::: EXTRACTED INFORMATION

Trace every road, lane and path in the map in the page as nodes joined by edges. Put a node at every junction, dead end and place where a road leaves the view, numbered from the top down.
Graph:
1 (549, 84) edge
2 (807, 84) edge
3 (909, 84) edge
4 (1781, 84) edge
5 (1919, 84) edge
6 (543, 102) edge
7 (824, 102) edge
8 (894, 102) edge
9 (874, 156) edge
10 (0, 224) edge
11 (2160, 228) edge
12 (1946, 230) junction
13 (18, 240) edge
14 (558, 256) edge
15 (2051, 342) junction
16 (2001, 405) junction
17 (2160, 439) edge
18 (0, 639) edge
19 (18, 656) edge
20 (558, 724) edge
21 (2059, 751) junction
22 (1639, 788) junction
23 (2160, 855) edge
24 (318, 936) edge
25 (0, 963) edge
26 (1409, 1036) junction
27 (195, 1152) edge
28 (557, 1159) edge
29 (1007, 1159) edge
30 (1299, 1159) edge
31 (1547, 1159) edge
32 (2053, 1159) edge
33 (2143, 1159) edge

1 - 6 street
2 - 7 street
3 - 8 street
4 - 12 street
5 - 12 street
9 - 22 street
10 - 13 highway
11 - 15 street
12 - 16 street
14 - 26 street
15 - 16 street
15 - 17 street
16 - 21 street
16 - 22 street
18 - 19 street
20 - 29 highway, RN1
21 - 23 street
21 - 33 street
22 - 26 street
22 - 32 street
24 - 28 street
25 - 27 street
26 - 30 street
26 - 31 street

::::::

● **WORK REQUEST**:
Go through the entries and copy every line that has "junction".

● **RESULT OF THIS TASK**:
Trace every road, lane and path in the map in the page as nodes joined by edges. Put a node at every junction, dead end and place where a road leaves the view, numbered from the top down.
12 (1946, 230) junction
15 (2051, 342) junction
16 (2001, 405) junction
21 (2059, 751) junction
22 (1639, 788) junction
26 (1409, 1036) junction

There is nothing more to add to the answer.